The third type blooms every nine thousand years. Anyone who eats it will become "eternal as heaven and earth, as long-lived as the sun and moon". While serving as the guardian, Wukong does not hesitate to eat the peaches, thus granting him immortality and the abilities that come with the peaches. If Wukong had not been appointed as the Guardian of the Heavenly Peach Garden, he would not have eaten the Peaches of Immortality and would not have gained another level of immortality.

===Heavenly Wine===
Because of Wukong's rebellious antics, Wukong is not considered as an important celestial deity and is thus not invited to the Queen Mother of the West's royal banquet. After finding out that every other important deity was invited, Wukong impersonates one of the deities that was invited and shows up early to see why the banquet is important. He immediately is distracted by the aroma of the wine and decides to steal and drink it.

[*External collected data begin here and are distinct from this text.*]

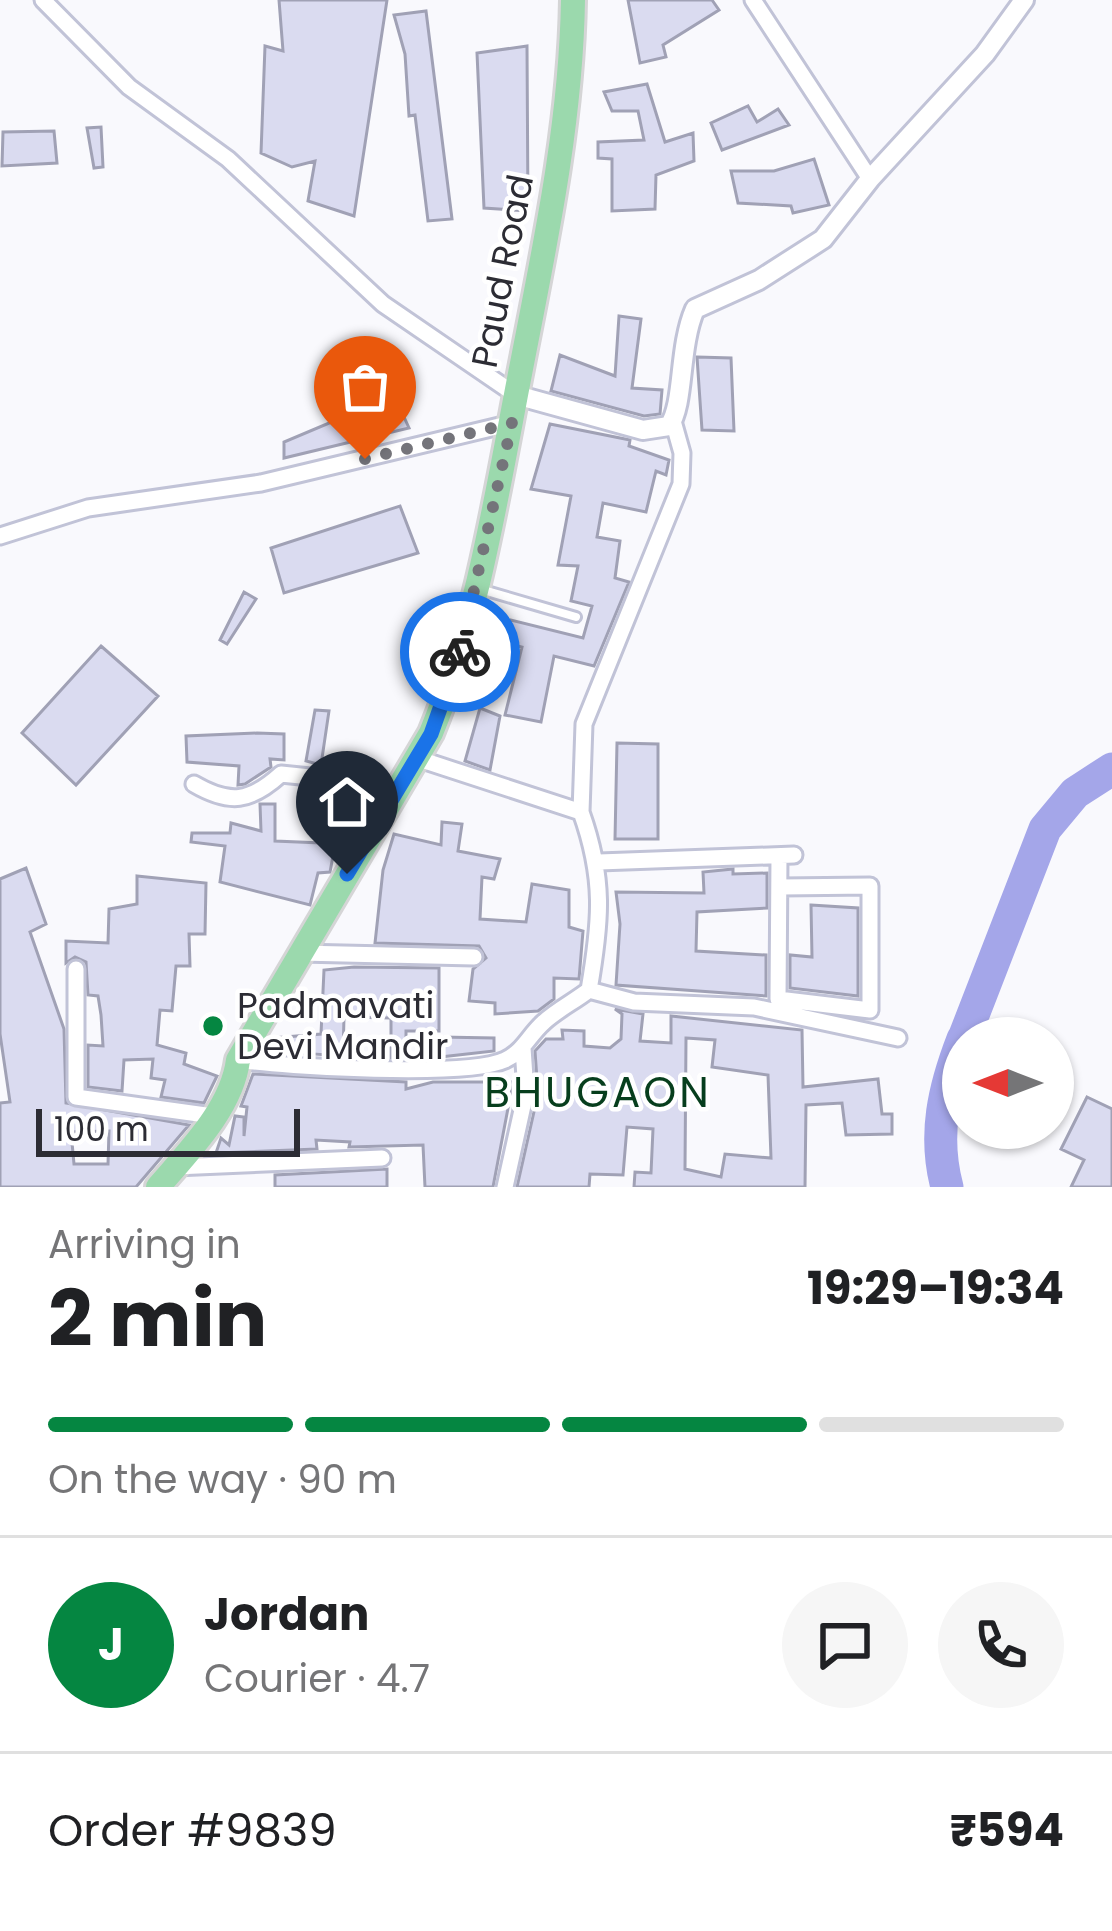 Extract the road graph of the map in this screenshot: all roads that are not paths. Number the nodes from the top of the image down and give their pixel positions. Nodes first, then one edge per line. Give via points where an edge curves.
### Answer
1 (44, 0) edge
2 (573, 0) edge
3 (753, 0) edge
4 (1024, 0) edge
5 (870, 179) junction
6 (516, 395) junction
7 (673, 421) junction
8 (512, 423) junction
9 (0, 536) edge
10 (476, 588) junction
11 (576, 617) dead end
12 (416, 758) junction
13 (194, 784) dead end
14 (394, 796) junction
15 (581, 812) junction
16 (599, 862) junction
17 (781, 887) junction
18 (300, 952) junction
19 (474, 957) dead end
20 (76, 969) dead end
21 (590, 990) junction
22 (898, 1038) dead end
23 (523, 1048) junction
24 (238, 1060) junction
25 (213, 1116) junction
26 (382, 1158) dead end
27 (175, 1167) junction
28 (158, 1187) edge
29 (505, 1187) edge

1 - 6 street via 129,88 228,159 383,304
2 - 6 main road, Paud Road via 557,179
3 - 5 street
4 - 5 street
5 - 7 street via 823,239 694,309
6 - 7 street via 643,430
6 - 8 main road, Paud Road
7 - 15 street via 680,484 584,724
8 - 9 street via 261,484 88,508
8 - 10 main road, Paud Road
10 - 11 lane
10 - 12 main road, Paud Road via 451,685
12 - 14 main road, Paud Road
12 - 15 street
13 - 14 street via 220,800 260,794 281,774 358,782
14 - 18 main road, Paud Road
15 - 16 street
16 - 17 street via 787,856
16 - 21 street via 601,924
17 - 17 street via 778,999 870,1010 870,886
18 - 19 street
18 - 24 main road, Paud Road
20 - 25 street via 76,1097
21 - 22 street via 634,1002 754,1007
21 - 23 street via 540,1025
23 - 24 street via 490,1066 289,1068
23 - 29 street via 526,1092
24 - 25 main road, Paud Road
25 - 27 main road, Paud Road
26 - 27 street
27 - 28 main road, Paud Road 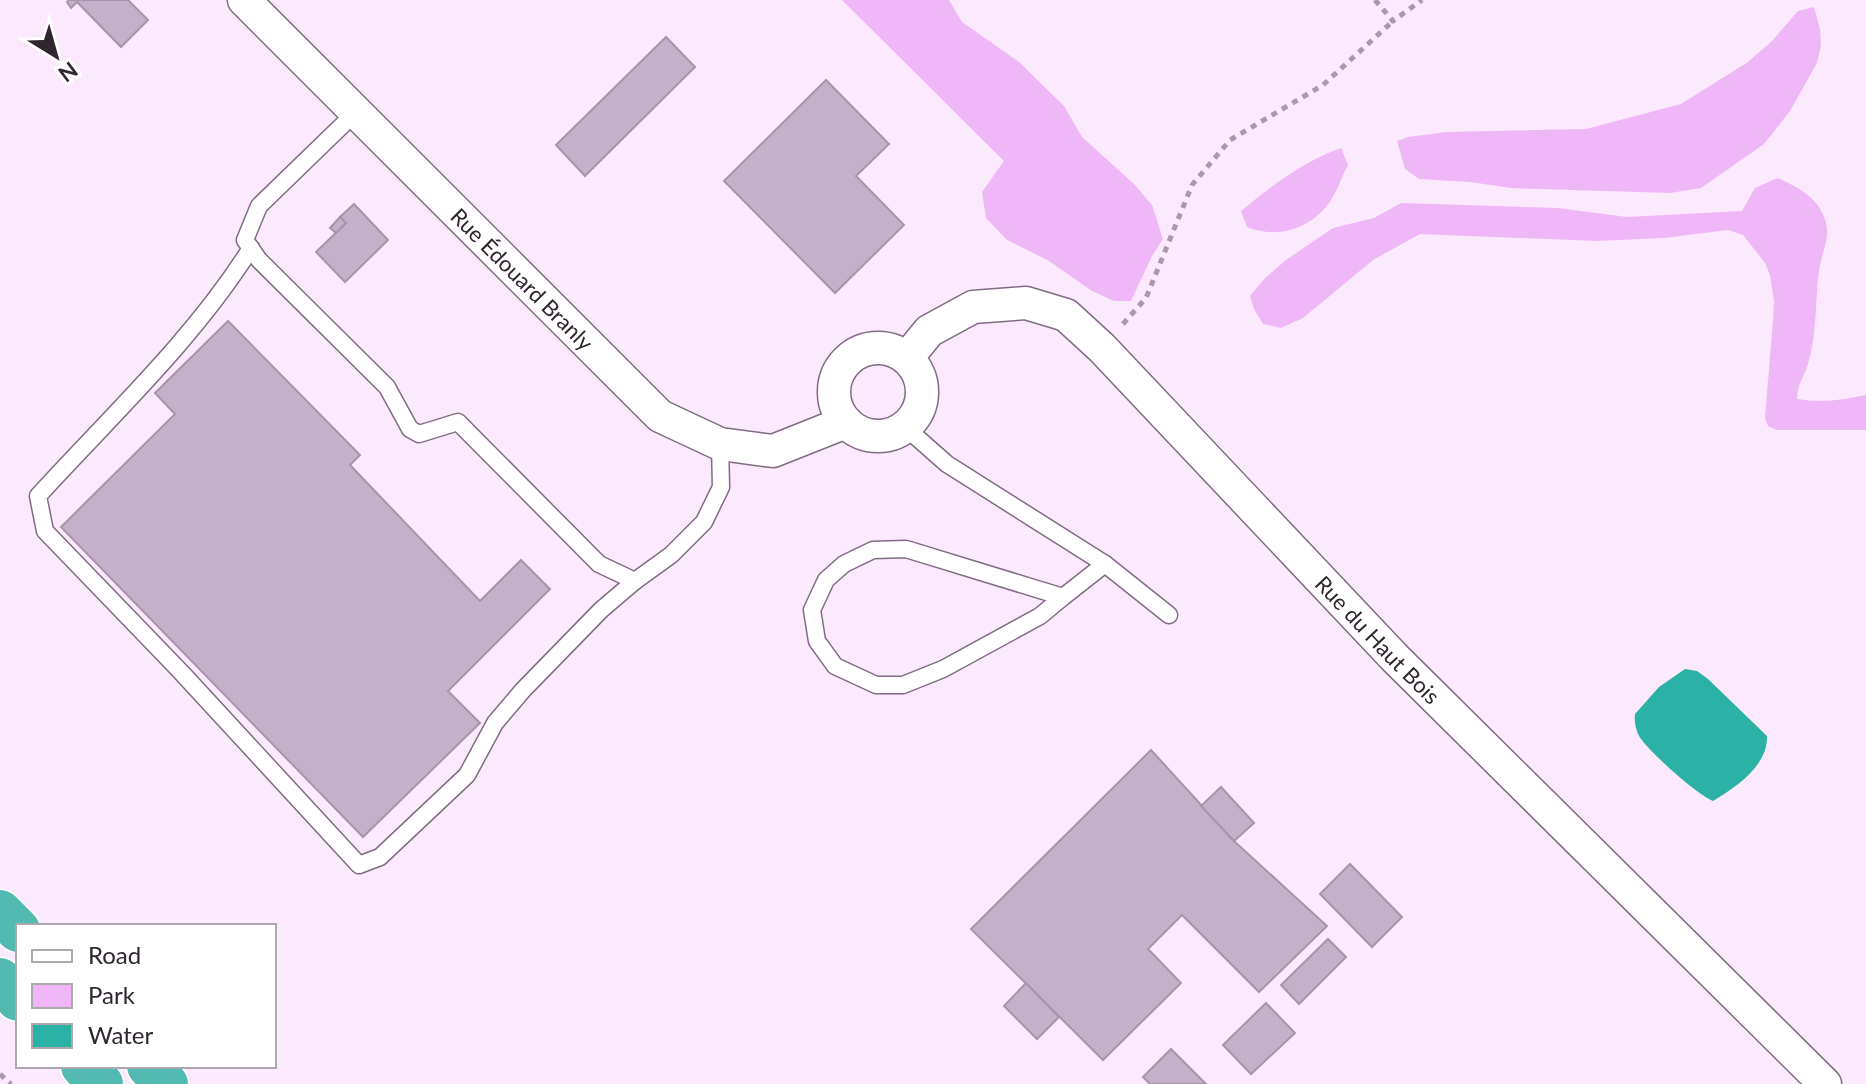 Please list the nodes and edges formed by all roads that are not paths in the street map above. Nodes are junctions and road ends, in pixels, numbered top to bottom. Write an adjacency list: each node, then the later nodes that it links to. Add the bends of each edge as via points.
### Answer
1 (244, 0): 2 (street, Rue Édouard Branly)
2 (356, 112): 3 (lane, via 259,206 245,240); 7 (street, Rue Édouard Branly, via 660,416)
3 (251, 248): 9 (lane, via 387,387 410,429 419,434 458,422 599,564); 9 (lane, via 197,323 38,496 40,508 45,531 359,865 380,857 467,775 495,723 523,690)
4 (907, 358): 5 (street, via 882,348 856,353 846,362 834,392); 6 (street, via 917,370 922,401); 20 (street, Rue du Haut Bois, via 929,331 973,307 1026,303 1066,315 1395,658)
5 (846, 422): 6 (street, via 874,436); 7 (street, Rue Édouard Branly, via 773,451)
6 (905, 427): 8 (lane, via 947,464)
7 (720, 444): 9 (lane, via 721,487 704,522)
8 (1105, 564): 10 (lane); 11 (lane)
9 (635, 581)
10 (1063, 597): 10 (lane, via 1040,616 903,685 876,685 835,666 817,641 812,610 826,580 873,550 906,549)
11 (1169, 615)
12 (0, 912): 13 (highway)
13 (16, 928)
14 (0, 980): 15 (highway)
15 (16, 997)
16 (85, 1068): 18 (highway)
17 (151, 1068): 19 (highway)
18 (101, 1084)
19 (166, 1084)
20 (1825, 1084)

The heavenly wine has the ability to turn anyone who drinks it into an immortal.

===Pills of Longevity===
While drunk from the heavenly wine, Wukong stumbles into Laozi's alchemy lab, where he finds Laozi's pills of longevity, known as "The Immortals' Greatest Treasure". Filled with curiosity about the pills, Wukong eats a gourd of them. Those who eat the pills will become immortal. If Wukong had not been drunk from the heavenly wine, he would not have stumbled into Laozi's alchemy lab and eaten the pills of longevity.

===The Aftermath of Immortality===
Following Wukong's three cause-and-effect methods of immortality during his time in heaven, he escapes back to his home at the Mountain of Flowers and Fruit. The Court of Heaven finds out what Wukong has done and a battle to capture Wukong ensues. Due to the five levels of immortality Wukong has achieved, his body became nearly invincible and survives the multiple execution attempts by heaven. In the notable last execution, Wukong was placed inside Laozi's furnace in the hope that he would be distilled into the elixir of the pills of immortality. Wukong survives 49 days of the samadhi fire in Laozi's furnace and gains the ability to recognize evil.

Meanwhile, being refined in the crucible extracts yet more of the impurities of mortality and leaves him with another immortality. In desperation, the Court of Heaven seeks help from Buddha, who imprisons Wukong under a mountain, after having tricked him into agreeing to a wager. Wukong's immortality and abilities ultimately come into use after Guanyin suggests he becomes a disciple of Tang Sanzang in the Journey to the West. In the story, he protects Sanzang from evil demons who wish to eat Sanzang to achieve immortality. Wukong's own immortality protects him from the various ways the demons try to kill him, such as fighting, beheading, disembowelling, poisoning, and boiling oil.

Early in the Pilgrimage, Wukong ate another Pill of Immortality, meant for the Black Wind Bear Guai. Sometime during the journey, Wukong and his companions obtain ginseng fruit (人參果; Man-fruit), a fruit even rarer and more powerful than the Peaches of Immortality, as only 30 of them will grow off one particular tree only found on the Longevity Mountain (萬壽山) every 10,000 years. While one smell can grant 360 years of life, consuming one will grant another 47,000 years of life.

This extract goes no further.